Ben presto, però, intravidi una testa bruna, poi delle spalle, un busto e infine delle gambe.

Restai lì, ferma e statica come una statua di marmo, la bocca spalancata. Soltanto gli occhi si spostavano a squadrare colui che avevo davanti.

Era un giovane, non molto più vecchio di me, ma dall'aspetto vissuto. La barba era incolta, gli occhi marroni, sfumati d'ambra, avevano qualcosa di profondo, i capelli erano lunghi e gli ricadevano in ciocche sulle spalle. La pelle era troppo scura perché potesse essere italiano.

Sapevo che avrebbe potuto farmi del male - poteva essere chiunque, anche un criminale uscito di prigione - , ma restai lì.

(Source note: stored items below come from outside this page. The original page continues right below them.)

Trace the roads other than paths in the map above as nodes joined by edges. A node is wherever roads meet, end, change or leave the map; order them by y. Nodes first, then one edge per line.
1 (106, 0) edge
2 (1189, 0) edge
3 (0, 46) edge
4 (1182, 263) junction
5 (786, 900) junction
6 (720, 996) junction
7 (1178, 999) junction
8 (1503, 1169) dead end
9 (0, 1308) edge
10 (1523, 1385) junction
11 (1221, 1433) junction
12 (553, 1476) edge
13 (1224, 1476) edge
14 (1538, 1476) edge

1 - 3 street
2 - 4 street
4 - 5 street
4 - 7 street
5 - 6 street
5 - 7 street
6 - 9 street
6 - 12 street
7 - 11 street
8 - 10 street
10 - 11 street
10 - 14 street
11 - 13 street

Io lo fissavo, lui mi fissava. Immobile.

Soltanto dopo qualche minuto, quando capii che in fondo se avesse voluto farmi del male lo avrebbe già fatto, mi sedetti su un blocco di cemento.

- Chi sei? - chiesi, ma non ricevetti risposta. Continuò a guardarmi intensamente, senza muovere un muscolo.

Forse in molti se ne sarebbero andati, ritornando da dove erano venuti, ma io rimasi.

Ci crogiolammo nel silenzio: in fondo non sempre le parole erano necessarie. Dovevamo abituarci l'uno alla presenza dell'altra, a condividere quel posto importante per tutti e due: per lui era una casa, a giudicare dal sacco a pelo lì di fianco, per me il simbolo dell'infanzia.

D'improvviso si mosse, portò le mani alla bocca, come volesse farmi comprendere qualcosa.

Soltanto dopo poco capii: - vuoi qualcosa da mangiare?

Lui annuì. - Mangiare - ripeté, con un forte accento straniero.

Mi alzai in piedi. - Stai qui, tra poco torno.

Corsi nell'erba alta, rischiando più volte di inciampare in rami caduti, per poi giungere a casa.

Controllai che Filippo fosse ancora davanti alla televisione e mia mamma distesa a letto e sgattaiolai in cucina, dove presi del pane, un pezzo di formaggio e una bottiglia d'acqua. Infilai il tutto in una borsa e corsi nuovamente in campagna.

Il sole mi accarezzava la testa, mi faceva sudare e i capelli lunghi e bruni mi si appiccicavano alle spalle nude.

Non me ne curai, diretta verso il casolare.

Lui era ancora lì, nella stessa posizione in cui l'avevo trovato.

Mi inginocchiai, mentre estraevo dalla borsa il cibo.

Prese in mano la pagnotta, la osservò con quel suo intenso sguardo e la addentò con avidità. La stessa cosa fece col formaggio.

Io lo guardai, chiedendomi da quanto tempo non mangiasse. Aveva l'aria di qualcuno che aveva sofferto, un uccellino smarrito che aveva bisogno solo di una persona che lo guidasse sulla giusta strada. Qualcuno che si prendesse cura di lui.

- Do you speak English? (Parli inglese?)- chiesi, cercando di trovare un modo per comunicare.

Sollevò la testa, spalancò gli occhi perplesso.

- Tu parles français? (Parli francese?) - feci l'ultimo tentativo: non conoscevo altre lingue straniere.

Continuò a guardarmi, i suoi occhi marroni erano fissi suoi miei, color verde acqua. Quando ormai credevo che anche quel tentativo fosse stato un fallimento, lui parlò. - Oui... je viens de la Tunisie (Sì... vengo dalla Tunisia).

La sua voce era piuttosto roca, poco più che un sussurro: chissà da quanto tempo non parlava con qualcuno. Eppure possedeva anche una nota suadente, qualcosa che mi spinse a volerla sentire ancora.

- Je m'appelle Michela (Mi chiamo Michela) - mi presentai, allungando la mano, titubante.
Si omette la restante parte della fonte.